_Exercise objective_: Below are several records. Retype exactly those lines running from the one with "ring pip: (235, 216)" through the one with "index dip: (91, 56)", end lines included, and no others.

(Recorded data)
══════

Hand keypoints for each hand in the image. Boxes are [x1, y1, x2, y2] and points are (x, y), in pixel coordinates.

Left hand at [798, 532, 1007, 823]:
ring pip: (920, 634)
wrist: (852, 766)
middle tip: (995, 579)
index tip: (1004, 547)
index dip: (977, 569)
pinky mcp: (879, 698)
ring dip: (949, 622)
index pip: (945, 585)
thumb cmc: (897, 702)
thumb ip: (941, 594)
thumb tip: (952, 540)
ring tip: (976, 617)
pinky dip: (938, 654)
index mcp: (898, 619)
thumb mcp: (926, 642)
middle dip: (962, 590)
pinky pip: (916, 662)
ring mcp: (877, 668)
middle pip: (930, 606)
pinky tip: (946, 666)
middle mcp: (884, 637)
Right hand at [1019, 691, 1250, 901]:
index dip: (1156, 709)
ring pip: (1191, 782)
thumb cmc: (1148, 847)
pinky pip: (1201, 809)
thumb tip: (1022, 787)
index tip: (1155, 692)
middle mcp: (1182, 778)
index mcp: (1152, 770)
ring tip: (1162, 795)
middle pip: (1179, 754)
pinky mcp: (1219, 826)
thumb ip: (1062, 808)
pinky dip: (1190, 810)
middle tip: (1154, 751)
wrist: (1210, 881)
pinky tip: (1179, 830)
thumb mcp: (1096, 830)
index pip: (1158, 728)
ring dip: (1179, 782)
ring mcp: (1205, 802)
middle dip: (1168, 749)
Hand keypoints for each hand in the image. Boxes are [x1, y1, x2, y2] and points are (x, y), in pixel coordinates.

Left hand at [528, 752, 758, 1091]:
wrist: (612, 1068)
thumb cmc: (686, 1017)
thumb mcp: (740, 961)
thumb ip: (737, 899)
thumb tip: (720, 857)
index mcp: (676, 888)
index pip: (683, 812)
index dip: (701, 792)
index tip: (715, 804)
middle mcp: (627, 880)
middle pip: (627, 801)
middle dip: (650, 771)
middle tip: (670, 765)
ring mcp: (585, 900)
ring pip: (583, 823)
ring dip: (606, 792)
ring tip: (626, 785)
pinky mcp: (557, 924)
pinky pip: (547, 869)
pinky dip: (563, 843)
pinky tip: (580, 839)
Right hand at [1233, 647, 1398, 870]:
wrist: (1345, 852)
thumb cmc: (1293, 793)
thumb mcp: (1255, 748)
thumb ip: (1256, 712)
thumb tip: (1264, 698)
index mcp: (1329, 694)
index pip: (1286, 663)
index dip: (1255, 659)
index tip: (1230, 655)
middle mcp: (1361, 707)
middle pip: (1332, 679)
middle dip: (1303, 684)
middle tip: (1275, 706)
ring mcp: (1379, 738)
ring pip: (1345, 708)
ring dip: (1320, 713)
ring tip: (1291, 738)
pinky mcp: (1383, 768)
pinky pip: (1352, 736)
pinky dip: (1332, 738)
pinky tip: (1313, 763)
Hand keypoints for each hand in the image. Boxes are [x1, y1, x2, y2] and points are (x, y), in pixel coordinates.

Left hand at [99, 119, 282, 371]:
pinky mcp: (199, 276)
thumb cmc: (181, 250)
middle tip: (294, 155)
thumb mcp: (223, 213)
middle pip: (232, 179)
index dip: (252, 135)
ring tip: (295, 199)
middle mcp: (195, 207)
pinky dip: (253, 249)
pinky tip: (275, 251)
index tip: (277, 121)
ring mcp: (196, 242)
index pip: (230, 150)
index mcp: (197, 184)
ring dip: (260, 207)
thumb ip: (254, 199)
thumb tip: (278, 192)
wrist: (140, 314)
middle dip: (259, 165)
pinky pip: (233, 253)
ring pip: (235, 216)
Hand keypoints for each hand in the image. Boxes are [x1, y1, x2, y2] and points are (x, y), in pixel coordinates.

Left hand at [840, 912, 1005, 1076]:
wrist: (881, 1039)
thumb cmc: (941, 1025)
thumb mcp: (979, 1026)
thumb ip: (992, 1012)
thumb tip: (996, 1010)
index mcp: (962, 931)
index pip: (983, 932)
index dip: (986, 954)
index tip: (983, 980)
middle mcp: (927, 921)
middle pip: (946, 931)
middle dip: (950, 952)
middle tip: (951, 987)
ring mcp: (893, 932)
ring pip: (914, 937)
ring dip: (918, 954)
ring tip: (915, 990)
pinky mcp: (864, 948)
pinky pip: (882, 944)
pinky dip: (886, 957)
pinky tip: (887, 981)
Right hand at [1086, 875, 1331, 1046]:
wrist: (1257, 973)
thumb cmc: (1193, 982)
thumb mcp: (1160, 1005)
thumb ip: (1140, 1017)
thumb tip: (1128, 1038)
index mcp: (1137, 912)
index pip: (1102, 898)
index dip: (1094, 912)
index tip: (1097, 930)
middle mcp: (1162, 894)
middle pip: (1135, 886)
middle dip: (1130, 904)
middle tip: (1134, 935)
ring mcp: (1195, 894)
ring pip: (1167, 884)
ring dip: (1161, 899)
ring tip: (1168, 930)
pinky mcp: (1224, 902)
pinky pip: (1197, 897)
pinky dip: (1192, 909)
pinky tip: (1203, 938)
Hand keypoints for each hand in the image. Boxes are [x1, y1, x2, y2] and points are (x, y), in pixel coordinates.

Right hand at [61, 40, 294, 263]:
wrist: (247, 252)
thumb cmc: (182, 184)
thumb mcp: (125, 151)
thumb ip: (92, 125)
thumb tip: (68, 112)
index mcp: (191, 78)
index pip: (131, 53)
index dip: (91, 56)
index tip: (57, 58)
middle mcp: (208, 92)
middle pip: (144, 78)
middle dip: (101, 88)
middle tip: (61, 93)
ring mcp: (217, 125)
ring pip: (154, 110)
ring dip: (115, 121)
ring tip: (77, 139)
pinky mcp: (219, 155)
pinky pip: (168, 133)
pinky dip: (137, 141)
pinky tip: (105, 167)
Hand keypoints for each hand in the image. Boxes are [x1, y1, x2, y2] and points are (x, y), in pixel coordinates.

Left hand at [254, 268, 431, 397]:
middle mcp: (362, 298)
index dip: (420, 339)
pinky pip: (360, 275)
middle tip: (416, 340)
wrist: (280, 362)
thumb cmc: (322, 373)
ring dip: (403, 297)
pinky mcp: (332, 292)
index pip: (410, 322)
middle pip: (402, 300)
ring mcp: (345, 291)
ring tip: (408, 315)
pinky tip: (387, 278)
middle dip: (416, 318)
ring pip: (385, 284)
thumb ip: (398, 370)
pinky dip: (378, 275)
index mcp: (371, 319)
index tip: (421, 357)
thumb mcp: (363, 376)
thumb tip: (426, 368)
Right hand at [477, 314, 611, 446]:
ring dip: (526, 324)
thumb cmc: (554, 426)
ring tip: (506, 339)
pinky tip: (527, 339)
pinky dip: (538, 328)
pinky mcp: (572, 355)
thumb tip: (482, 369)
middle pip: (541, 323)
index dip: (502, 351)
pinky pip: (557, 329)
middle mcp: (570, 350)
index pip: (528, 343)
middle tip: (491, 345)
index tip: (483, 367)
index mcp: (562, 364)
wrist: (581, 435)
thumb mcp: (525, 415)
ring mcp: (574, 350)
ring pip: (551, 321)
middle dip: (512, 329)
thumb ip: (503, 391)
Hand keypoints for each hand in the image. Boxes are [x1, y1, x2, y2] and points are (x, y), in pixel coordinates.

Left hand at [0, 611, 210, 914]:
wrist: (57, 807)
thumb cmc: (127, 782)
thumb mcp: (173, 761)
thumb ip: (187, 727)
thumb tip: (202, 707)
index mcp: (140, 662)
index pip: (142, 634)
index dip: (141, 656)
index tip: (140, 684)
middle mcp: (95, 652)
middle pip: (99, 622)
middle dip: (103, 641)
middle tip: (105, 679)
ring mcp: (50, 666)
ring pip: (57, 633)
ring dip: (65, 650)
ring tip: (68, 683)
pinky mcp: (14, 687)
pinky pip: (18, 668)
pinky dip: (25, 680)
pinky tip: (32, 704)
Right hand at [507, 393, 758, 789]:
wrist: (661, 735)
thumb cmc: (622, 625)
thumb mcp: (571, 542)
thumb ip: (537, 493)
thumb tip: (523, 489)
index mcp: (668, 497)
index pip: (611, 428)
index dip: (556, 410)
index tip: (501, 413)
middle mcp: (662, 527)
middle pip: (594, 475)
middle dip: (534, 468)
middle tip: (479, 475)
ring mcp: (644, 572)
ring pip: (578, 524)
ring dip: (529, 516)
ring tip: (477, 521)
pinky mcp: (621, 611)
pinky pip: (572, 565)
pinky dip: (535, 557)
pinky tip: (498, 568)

══════

_Your solution_:
ring pip: (235, 216)
Hand keypoints for each hand in the image. Boxes are [x1, y1, x2, y2] and points are (x, y), in pixel coordinates.

Left hand at [840, 912, 1005, 1076]:
wrist: (881, 1039)
thumb cmc: (941, 1025)
thumb mcp: (979, 1026)
thumb ip: (992, 1012)
thumb tip: (996, 1010)
index mcp: (962, 931)
index pip: (983, 932)
index dip: (986, 954)
index tip: (983, 980)
middle mcp: (927, 921)
middle pip: (946, 931)
middle dip: (950, 952)
middle tip: (951, 987)
ring mcp: (893, 932)
ring pip: (914, 937)
ring dip: (918, 954)
ring tip: (915, 990)
pinky mcp: (864, 948)
pinky pip: (882, 944)
pinky dip: (886, 957)
pinky tip: (887, 981)
Right hand at [1086, 875, 1331, 1046]:
wrist: (1257, 973)
thumb cmc: (1193, 982)
thumb mcp: (1160, 1005)
thumb ip: (1140, 1017)
thumb tip: (1128, 1038)
index mcp: (1137, 912)
index pip: (1102, 898)
index dip: (1094, 912)
index tip: (1097, 930)
middle mcp: (1162, 894)
middle pip: (1135, 886)
middle dip: (1130, 904)
middle tip: (1134, 935)
ring mcp: (1195, 894)
ring pip: (1167, 884)
ring dip: (1161, 899)
ring tip: (1168, 930)
pinky mcp: (1224, 902)
pinky pip: (1197, 897)
pinky dip: (1192, 909)
pinky tip: (1203, 938)
Hand keypoints for each hand in the image. Boxes are [x1, y1, x2, y2] and points are (x, y), in pixel coordinates.

Right hand at [61, 40, 294, 263]:
wrist: (247, 252)
thumb cmc: (182, 184)
thumb mcp: (125, 151)
thumb ip: (92, 125)
thumb tip: (68, 112)
index mcp: (191, 78)
index pip: (131, 53)
index dip: (91, 56)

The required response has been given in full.